*Dataset items*:
========================================

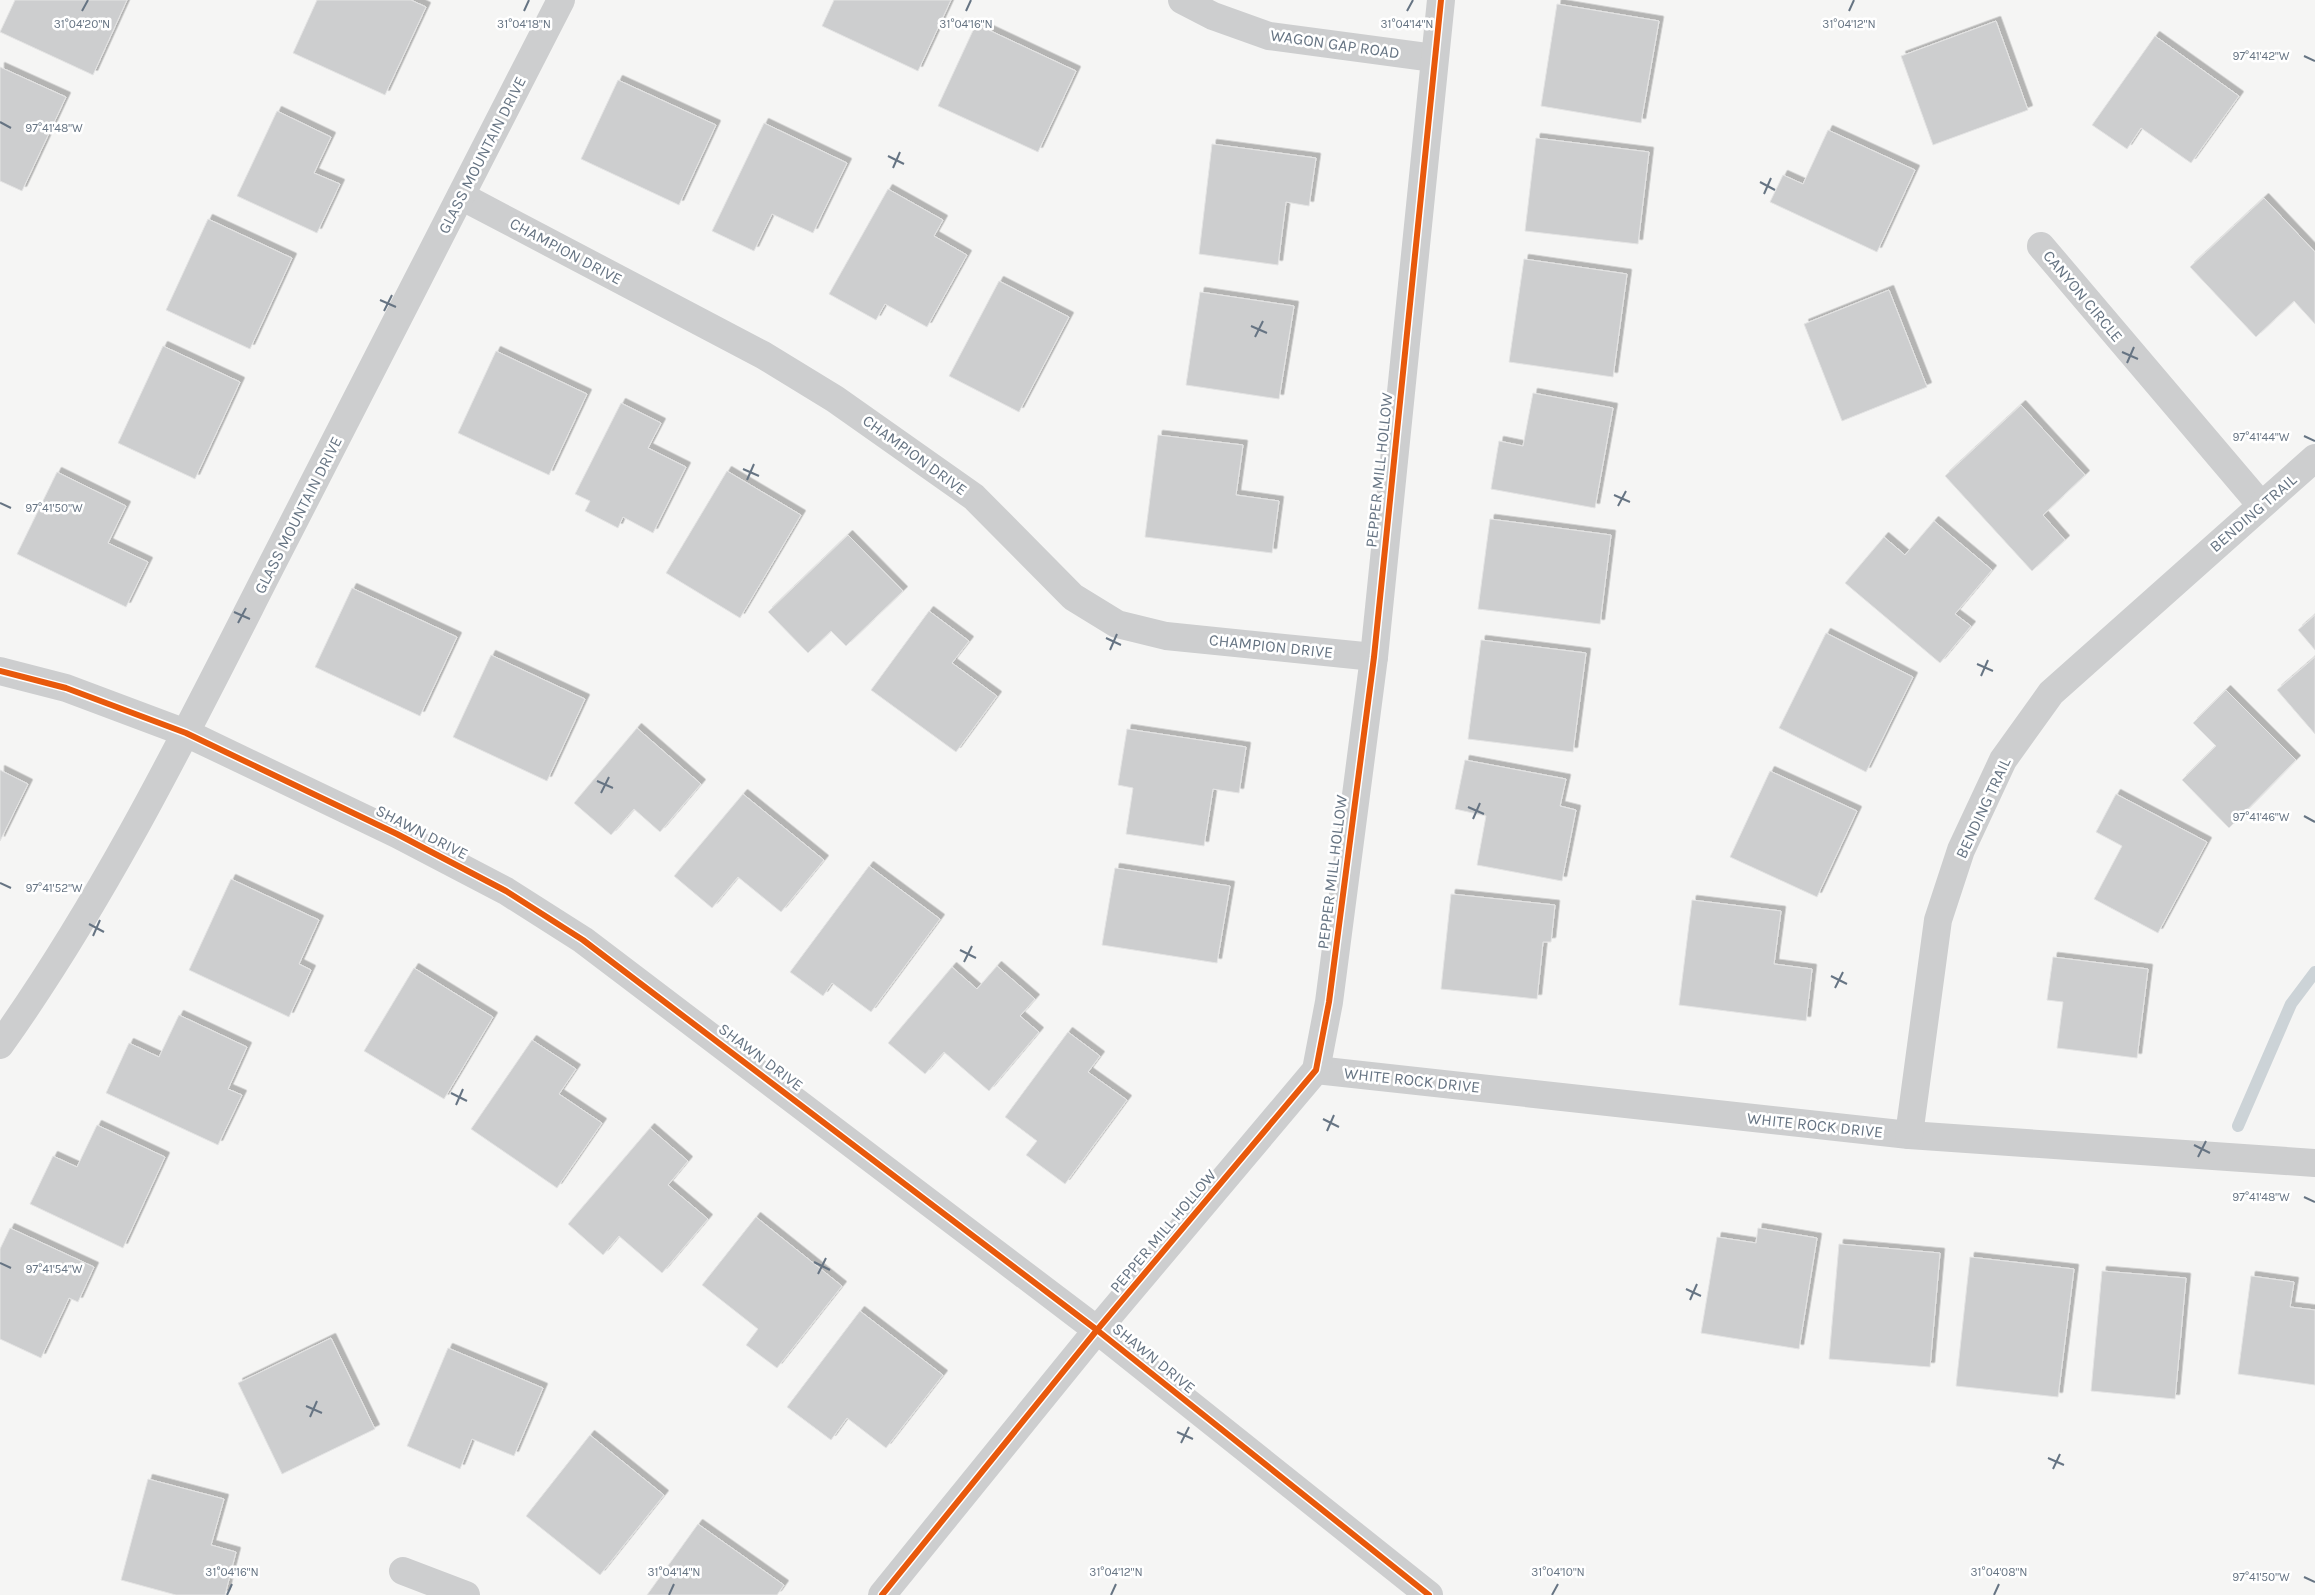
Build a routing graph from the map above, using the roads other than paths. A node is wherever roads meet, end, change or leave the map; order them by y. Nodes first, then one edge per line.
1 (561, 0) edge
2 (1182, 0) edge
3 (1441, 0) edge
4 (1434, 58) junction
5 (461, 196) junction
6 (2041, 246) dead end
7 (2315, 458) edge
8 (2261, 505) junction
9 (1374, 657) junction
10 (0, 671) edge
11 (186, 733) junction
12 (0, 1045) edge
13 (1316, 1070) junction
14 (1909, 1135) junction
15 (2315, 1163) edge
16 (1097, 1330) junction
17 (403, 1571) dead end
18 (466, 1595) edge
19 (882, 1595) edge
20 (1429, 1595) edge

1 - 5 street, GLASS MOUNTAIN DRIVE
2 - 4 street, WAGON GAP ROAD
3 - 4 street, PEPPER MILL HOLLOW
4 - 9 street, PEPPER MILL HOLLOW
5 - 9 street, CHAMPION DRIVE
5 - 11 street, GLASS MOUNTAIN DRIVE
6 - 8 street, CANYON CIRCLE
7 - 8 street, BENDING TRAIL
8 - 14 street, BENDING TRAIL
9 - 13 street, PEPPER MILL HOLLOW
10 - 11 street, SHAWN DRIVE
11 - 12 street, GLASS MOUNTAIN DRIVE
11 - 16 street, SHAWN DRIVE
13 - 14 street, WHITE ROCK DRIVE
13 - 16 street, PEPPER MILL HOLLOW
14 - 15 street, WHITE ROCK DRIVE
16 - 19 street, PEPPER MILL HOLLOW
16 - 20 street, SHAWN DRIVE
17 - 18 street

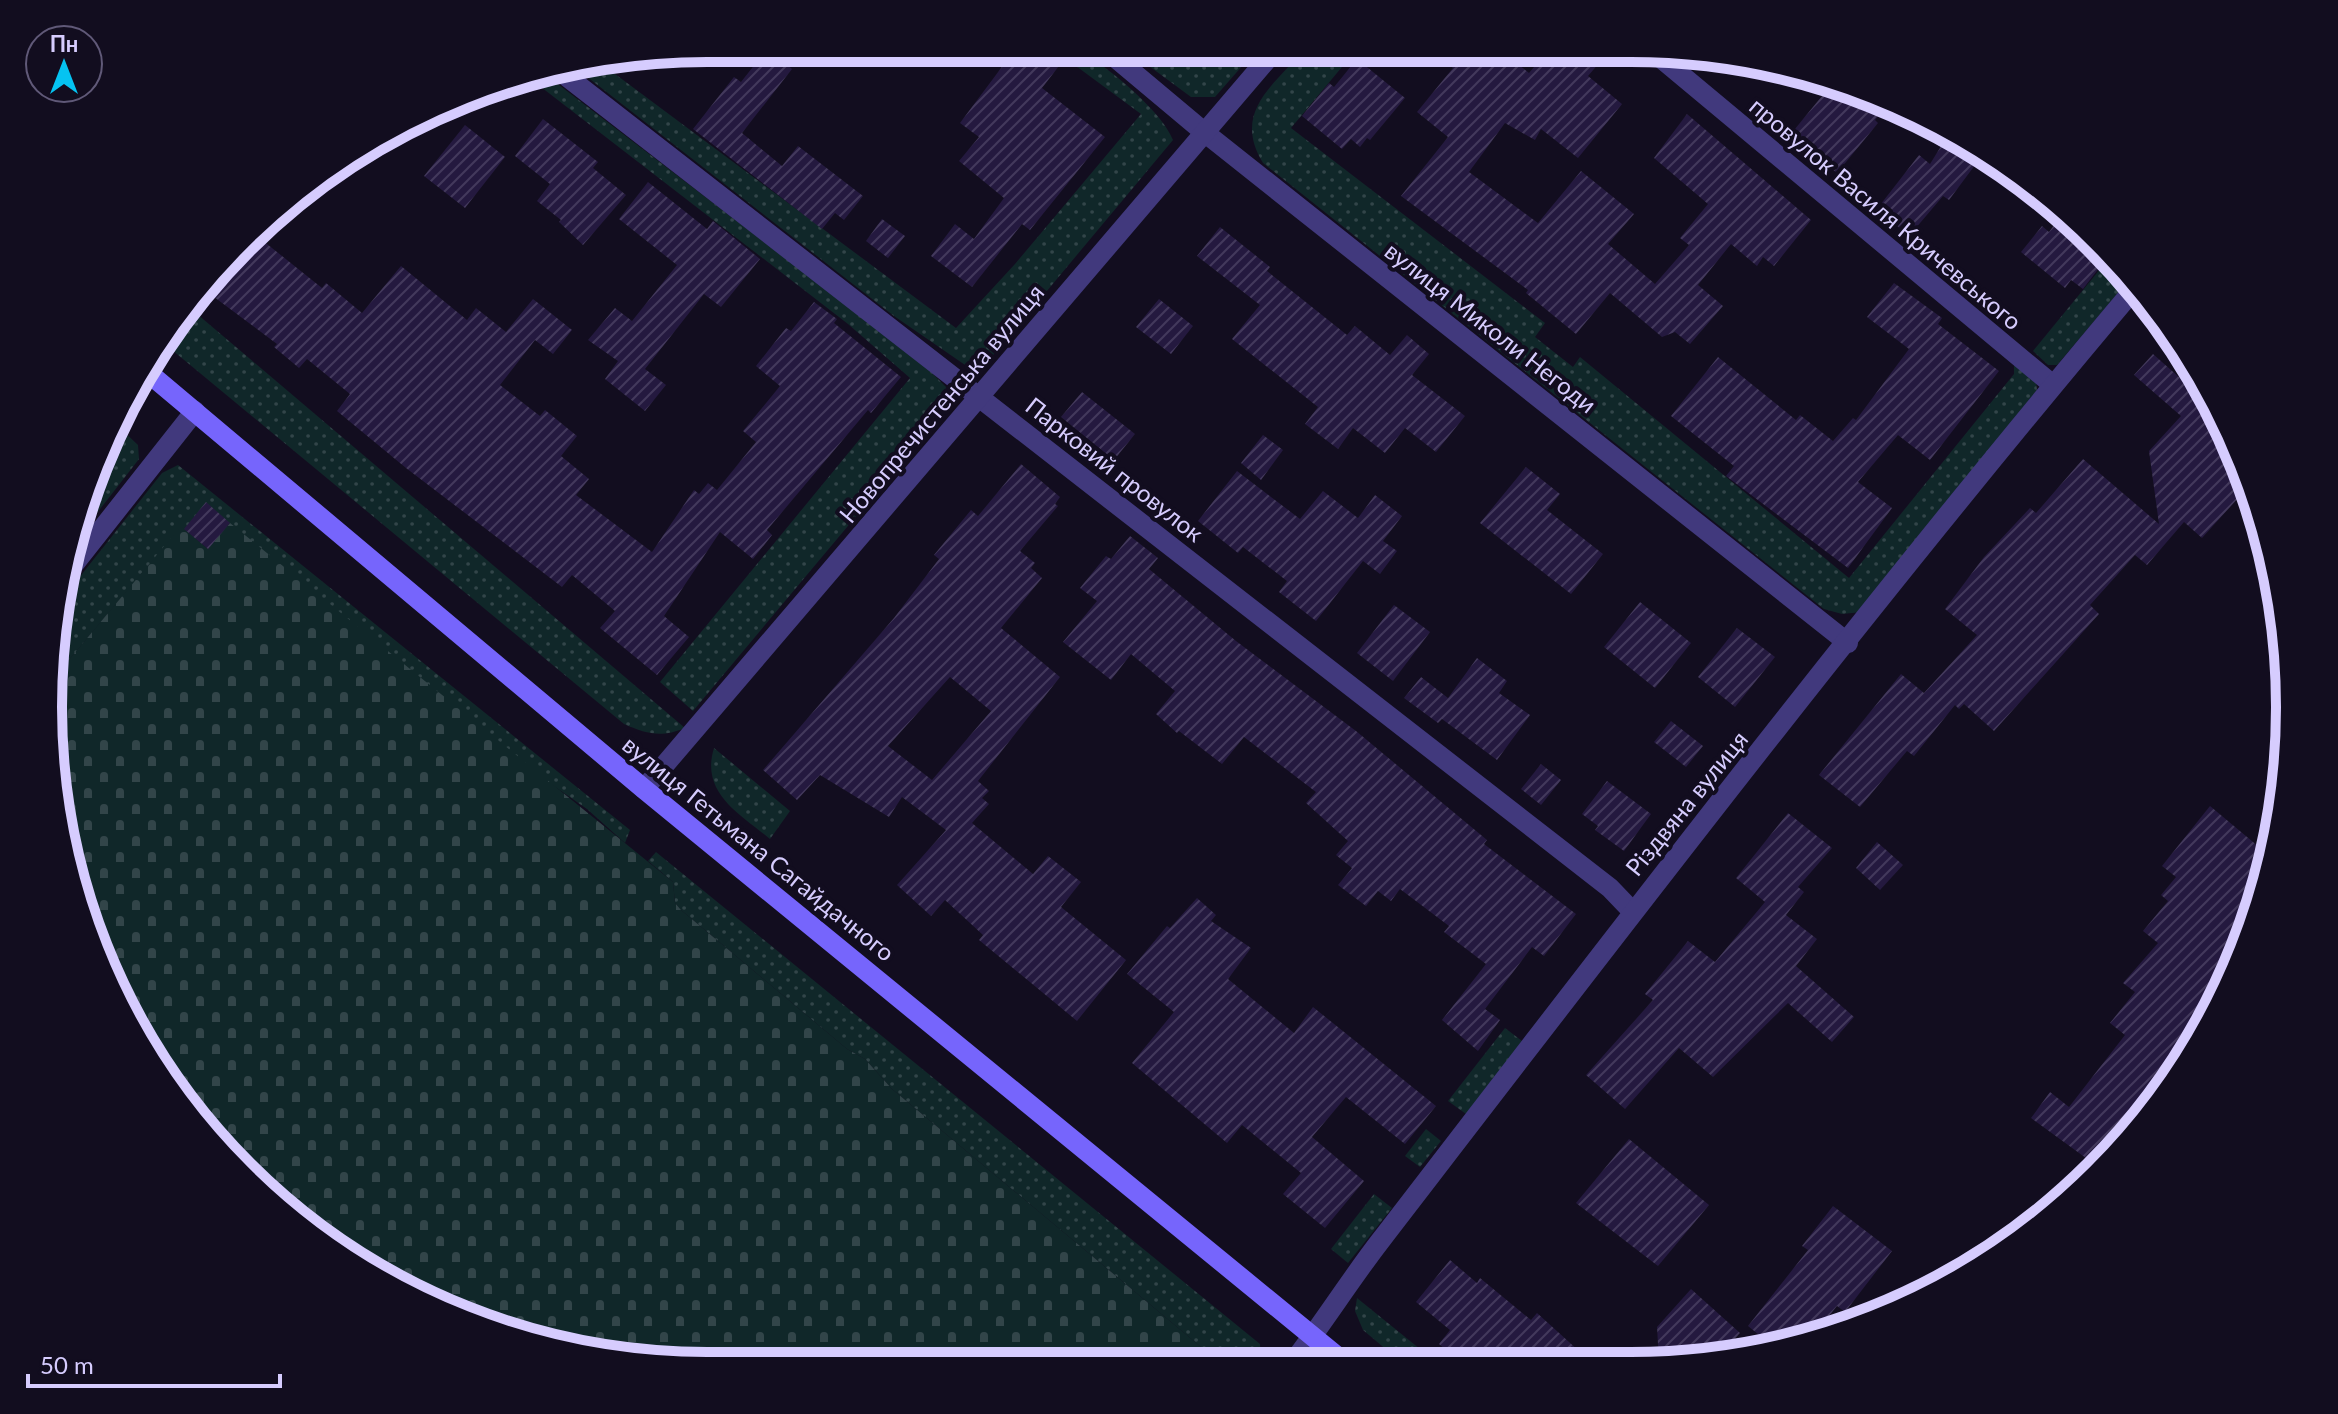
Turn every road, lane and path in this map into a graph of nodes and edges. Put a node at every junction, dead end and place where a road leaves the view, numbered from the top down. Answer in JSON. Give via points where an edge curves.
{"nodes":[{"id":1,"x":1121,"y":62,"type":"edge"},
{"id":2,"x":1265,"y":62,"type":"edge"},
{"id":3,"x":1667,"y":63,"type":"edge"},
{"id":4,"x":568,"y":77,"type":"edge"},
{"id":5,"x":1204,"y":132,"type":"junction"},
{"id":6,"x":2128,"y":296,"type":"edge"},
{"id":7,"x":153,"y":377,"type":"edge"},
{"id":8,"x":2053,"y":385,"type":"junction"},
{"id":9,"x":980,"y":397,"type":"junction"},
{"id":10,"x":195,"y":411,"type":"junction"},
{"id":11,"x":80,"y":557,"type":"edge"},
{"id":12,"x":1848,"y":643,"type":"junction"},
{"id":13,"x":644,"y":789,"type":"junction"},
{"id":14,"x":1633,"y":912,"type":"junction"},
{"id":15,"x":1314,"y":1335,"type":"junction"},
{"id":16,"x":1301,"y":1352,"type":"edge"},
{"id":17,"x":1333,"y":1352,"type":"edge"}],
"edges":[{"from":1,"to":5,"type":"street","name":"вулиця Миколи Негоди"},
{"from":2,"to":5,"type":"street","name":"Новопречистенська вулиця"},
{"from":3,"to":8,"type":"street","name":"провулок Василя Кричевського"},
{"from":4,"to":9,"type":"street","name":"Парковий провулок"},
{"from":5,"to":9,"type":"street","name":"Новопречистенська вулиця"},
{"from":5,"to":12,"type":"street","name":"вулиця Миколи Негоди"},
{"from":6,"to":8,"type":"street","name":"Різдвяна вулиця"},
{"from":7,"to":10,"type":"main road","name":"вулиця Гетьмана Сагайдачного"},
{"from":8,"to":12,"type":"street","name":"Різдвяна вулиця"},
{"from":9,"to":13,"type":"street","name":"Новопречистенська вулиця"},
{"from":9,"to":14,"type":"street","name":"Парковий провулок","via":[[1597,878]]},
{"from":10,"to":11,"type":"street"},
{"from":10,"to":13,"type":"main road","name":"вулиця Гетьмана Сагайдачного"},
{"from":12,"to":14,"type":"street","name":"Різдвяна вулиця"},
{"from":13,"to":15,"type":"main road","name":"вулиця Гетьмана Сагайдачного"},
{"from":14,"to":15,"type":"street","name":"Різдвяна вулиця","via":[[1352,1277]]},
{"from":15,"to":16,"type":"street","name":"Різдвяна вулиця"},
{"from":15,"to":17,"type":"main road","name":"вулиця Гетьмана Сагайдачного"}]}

========================================

*ACTIVITY*: Lines that contain "Різдвяна" should be pulled from the entries above and reported.

*WRITTEN ANSWER*:
{"from":6,"to":8,"type":"street","name":"Різдвяна вулиця"},
{"from":8,"to":12,"type":"street","name":"Різдвяна вулиця"},
{"from":12,"to":14,"type":"street","name":"Різдвяна вулиця"},
{"from":14,"to":15,"type":"street","name":"Різдвяна вулиця","via":[[1352,1277]]},
{"from":15,"to":16,"type":"street","name":"Різдвяна вулиця"},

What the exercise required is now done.